An inherited IRA is not like the beneficiary’s personal IRA unless the beneficiary is a surviving spouse. A surviving spouse can roll over funds into and out of an inherited IRA. A non-spouse beneficiary cannot although non-spouse beneficiaries can make direct trustee-to-trustee transfers to a different IRA custodian (but be careful – it’s still an inherited IRA, not your IRA, and a non-spouse beneficiary cannot make any additional contributions to it).


Overall, IRA funds dwarf the amount of retirement assets held in employer sponsored retirement plans. Those IRAs will offer tempting targets to creditors when they pass on death to beneficiaries other than a surviving spouse.

  1. Consider leaving retirement assets in your employer sponsored plans, where protection from creditors is assured, as long as possible.
  2. Alternatively, for assets currently held in an IRA, consider retaining the spouse as the primary beneficiary (that appears to be safe for now) and naming only a spendthrift trust as the alternative beneficiary (this can get complicated, so proceed with caution – and professional advice).

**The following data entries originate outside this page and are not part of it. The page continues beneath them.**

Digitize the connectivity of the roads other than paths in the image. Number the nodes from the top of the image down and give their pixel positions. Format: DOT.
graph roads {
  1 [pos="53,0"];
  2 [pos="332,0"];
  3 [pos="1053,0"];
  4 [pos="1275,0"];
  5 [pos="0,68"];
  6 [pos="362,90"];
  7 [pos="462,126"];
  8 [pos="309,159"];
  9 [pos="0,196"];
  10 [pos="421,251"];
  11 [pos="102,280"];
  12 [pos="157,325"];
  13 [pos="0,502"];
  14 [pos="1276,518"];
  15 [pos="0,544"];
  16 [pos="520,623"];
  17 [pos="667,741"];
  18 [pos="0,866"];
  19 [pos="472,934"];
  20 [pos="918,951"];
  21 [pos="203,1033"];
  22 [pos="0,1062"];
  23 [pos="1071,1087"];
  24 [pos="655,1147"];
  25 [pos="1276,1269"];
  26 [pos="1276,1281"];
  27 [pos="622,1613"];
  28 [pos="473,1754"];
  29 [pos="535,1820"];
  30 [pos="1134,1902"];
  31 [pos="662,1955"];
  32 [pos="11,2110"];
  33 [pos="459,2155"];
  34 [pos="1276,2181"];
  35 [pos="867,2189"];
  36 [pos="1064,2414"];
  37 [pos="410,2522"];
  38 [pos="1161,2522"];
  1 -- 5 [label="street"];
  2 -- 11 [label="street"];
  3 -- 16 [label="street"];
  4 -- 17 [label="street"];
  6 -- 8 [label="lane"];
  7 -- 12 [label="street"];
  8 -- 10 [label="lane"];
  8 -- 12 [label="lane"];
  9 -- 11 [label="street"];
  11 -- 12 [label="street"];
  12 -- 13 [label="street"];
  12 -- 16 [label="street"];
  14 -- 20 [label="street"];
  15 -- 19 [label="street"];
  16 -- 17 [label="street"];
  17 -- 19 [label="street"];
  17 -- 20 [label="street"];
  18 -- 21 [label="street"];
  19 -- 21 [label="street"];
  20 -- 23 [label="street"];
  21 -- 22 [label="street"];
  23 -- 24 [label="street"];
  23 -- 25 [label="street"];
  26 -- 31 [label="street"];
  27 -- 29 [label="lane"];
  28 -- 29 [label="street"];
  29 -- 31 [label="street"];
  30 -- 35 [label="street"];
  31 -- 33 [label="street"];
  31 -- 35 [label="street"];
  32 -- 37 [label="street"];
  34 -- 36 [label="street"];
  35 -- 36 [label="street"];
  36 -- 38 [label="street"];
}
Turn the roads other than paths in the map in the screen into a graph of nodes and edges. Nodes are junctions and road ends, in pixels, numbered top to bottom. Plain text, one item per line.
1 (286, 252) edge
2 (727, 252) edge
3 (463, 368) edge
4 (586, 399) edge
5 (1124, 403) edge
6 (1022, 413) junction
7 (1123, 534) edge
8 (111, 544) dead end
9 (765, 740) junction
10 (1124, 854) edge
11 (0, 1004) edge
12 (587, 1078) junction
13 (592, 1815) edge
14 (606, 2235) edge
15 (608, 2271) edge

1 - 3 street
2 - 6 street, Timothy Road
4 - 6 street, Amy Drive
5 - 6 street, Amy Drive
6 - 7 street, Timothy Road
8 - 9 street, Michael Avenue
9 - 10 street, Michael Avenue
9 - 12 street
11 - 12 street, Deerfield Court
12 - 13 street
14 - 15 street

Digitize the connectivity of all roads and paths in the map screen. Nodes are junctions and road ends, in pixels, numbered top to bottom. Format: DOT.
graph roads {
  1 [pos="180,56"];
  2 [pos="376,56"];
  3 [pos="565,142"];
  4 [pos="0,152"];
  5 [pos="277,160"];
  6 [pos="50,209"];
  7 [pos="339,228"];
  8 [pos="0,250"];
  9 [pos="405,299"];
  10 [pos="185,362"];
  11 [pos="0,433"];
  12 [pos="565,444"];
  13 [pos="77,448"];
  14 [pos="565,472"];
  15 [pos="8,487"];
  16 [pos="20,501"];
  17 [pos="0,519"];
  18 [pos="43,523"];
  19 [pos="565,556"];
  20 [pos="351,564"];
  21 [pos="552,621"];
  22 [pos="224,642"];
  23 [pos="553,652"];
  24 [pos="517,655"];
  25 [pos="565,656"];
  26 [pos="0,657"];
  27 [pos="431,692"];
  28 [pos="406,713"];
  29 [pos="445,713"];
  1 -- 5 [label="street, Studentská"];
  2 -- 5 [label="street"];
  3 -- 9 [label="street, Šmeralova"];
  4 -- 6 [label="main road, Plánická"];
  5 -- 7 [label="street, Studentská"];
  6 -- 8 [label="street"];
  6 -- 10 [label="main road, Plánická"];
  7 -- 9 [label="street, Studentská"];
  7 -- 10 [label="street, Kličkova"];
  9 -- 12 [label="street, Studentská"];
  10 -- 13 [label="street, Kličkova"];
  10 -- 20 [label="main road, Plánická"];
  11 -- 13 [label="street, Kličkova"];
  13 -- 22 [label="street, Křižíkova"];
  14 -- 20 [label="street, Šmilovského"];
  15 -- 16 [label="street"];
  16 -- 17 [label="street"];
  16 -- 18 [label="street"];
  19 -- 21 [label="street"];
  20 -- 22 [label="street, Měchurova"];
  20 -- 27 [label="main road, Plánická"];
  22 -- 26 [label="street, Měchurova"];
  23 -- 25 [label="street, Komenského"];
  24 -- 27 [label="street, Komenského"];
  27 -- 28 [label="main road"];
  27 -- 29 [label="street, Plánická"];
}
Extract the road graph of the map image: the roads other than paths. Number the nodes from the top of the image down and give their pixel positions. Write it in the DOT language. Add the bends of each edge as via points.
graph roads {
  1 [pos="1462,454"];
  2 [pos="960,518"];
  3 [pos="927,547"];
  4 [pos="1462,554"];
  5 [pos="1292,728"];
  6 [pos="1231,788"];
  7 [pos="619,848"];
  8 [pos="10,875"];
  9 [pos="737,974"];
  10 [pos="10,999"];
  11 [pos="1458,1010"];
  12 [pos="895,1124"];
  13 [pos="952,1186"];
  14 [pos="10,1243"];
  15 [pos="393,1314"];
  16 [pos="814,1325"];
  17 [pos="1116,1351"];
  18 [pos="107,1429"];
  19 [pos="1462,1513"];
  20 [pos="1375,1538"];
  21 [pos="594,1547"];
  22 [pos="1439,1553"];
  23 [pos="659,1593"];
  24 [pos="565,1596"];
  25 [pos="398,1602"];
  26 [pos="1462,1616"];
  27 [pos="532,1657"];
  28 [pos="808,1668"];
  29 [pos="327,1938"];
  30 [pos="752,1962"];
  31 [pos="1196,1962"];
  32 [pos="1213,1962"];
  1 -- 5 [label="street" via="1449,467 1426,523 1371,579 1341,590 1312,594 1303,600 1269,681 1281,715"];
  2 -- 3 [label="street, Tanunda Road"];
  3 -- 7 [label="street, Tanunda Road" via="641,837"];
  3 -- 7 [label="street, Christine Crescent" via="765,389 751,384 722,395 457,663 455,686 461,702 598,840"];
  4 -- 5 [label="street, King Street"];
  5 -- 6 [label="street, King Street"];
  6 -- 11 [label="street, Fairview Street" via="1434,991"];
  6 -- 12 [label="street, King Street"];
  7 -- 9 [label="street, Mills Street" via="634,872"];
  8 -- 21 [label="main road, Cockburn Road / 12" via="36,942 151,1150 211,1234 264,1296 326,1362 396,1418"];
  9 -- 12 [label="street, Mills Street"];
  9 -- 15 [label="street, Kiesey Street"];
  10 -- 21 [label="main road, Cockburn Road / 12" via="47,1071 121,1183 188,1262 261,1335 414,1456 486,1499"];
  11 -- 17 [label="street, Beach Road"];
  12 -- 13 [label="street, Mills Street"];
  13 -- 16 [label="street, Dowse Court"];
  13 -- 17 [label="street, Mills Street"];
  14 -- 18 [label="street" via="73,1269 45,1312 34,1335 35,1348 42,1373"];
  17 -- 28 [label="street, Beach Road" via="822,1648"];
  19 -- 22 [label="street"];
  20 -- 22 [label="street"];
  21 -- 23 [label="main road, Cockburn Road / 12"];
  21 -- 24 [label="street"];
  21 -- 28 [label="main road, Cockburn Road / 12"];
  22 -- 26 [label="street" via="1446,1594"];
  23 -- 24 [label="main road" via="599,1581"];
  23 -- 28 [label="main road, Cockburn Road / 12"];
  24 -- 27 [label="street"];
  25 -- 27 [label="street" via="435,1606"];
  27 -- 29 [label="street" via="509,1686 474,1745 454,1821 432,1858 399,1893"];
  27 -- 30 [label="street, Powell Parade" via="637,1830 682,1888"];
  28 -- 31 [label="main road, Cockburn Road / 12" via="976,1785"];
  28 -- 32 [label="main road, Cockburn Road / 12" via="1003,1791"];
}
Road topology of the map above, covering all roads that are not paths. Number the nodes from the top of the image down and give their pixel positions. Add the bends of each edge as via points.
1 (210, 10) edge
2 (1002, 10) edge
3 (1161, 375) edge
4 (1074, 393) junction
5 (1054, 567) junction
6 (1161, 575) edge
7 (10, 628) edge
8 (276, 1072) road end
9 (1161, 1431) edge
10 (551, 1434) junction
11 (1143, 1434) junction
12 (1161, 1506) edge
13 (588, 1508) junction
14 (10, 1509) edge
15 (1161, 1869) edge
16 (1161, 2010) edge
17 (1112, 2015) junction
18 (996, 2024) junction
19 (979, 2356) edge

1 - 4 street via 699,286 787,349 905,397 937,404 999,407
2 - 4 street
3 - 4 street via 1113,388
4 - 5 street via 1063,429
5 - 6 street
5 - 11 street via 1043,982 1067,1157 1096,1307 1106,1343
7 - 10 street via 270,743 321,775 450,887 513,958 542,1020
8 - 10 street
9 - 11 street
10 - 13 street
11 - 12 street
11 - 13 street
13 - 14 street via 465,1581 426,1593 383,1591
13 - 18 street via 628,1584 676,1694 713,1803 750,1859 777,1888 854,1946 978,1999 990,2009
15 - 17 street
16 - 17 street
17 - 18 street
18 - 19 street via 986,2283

Other asset protection strategies may make sense for assets held outside retirement accounts, but carefully consider those options with advice from an experienced tax or benefits advisor.

The above material is intended for general information purposes and should not be relied on or construed as professional advice. Under the applicable Illinois Rules of Professional Conduct, the contents of this article may be considered to be advertising material. The transmission of this information is not intended to create, and receipt of it does not create a lawyer-client relationship.